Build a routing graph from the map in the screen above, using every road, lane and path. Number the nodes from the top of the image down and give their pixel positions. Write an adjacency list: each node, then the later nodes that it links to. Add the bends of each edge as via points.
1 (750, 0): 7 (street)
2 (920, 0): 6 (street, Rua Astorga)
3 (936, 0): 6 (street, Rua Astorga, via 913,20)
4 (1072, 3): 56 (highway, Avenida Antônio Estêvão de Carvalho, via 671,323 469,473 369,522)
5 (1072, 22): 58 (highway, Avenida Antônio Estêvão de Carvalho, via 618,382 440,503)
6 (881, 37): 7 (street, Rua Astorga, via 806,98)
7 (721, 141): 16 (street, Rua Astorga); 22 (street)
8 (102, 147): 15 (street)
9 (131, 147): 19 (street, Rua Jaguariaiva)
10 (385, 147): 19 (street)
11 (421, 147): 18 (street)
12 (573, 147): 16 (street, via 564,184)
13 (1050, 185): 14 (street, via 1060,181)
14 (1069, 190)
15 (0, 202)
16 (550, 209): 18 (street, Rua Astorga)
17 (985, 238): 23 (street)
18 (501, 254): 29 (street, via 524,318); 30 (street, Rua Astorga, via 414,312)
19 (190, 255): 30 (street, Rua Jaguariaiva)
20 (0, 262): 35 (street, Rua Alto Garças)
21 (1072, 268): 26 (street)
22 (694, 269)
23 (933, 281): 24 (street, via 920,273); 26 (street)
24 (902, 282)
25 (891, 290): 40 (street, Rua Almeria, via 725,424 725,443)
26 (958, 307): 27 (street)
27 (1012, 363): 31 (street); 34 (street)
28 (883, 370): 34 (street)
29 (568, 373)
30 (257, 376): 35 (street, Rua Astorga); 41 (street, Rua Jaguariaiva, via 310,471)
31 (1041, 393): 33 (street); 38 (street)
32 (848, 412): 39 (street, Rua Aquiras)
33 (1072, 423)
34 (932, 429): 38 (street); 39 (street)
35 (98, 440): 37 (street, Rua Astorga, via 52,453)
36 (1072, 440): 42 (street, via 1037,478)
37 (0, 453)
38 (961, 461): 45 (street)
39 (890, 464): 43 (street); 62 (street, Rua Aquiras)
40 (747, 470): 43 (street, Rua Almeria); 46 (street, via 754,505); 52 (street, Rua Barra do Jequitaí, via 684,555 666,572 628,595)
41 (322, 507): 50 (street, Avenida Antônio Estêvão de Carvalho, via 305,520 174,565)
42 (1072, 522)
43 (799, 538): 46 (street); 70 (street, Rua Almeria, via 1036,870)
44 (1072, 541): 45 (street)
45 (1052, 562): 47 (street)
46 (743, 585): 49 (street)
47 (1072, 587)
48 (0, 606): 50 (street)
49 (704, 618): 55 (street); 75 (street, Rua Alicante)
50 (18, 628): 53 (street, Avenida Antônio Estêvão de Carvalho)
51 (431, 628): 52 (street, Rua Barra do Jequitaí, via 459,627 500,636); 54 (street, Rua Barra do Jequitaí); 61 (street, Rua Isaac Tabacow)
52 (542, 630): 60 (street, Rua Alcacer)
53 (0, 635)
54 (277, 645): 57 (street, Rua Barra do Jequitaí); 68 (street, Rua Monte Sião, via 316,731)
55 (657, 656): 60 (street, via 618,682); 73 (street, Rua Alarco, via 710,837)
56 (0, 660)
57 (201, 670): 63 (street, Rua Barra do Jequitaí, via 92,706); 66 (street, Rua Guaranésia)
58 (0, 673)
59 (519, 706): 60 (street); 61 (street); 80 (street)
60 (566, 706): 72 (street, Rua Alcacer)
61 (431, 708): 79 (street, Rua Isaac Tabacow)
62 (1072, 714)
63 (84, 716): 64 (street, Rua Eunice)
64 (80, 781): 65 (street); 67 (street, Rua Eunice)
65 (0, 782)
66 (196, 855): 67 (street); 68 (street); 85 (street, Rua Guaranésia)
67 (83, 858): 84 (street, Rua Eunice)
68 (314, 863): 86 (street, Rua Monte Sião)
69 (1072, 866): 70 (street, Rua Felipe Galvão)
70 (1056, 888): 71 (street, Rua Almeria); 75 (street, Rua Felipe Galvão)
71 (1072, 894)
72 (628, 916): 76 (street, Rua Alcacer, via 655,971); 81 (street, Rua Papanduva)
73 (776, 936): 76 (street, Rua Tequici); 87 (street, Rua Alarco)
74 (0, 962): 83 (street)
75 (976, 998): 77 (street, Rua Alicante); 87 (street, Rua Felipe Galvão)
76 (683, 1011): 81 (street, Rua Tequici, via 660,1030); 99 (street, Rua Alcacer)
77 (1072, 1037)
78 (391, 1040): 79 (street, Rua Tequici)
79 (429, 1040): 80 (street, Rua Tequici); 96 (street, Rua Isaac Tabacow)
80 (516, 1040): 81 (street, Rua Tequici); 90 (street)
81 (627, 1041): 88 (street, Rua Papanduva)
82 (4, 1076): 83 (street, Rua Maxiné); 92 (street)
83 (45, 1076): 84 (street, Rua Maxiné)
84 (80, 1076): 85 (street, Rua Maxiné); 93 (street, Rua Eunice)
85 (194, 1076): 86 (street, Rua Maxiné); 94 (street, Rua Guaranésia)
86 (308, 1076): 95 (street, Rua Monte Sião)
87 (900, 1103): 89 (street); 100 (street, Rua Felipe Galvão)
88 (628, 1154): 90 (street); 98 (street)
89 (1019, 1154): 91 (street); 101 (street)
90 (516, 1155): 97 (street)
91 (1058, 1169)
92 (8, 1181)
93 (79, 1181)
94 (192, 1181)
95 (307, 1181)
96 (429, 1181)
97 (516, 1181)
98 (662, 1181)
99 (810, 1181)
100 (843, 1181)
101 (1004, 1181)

(Your goal):
Locate the word "Tequici" in the entries, and copy every line where it is found.

(Solution to the exercise):
73 (776, 936): 76 (street, Rua Tequici); 87 (street, Rua Alarco)
76 (683, 1011): 81 (street, Rua Tequici, via 660,1030); 99 (street, Rua Alcacer)
78 (391, 1040): 79 (street, Rua Tequici)
79 (429, 1040): 80 (street, Rua Tequici); 96 (street, Rua Isaac Tabacow)
80 (516, 1040): 81 (street, Rua Tequici); 90 (street)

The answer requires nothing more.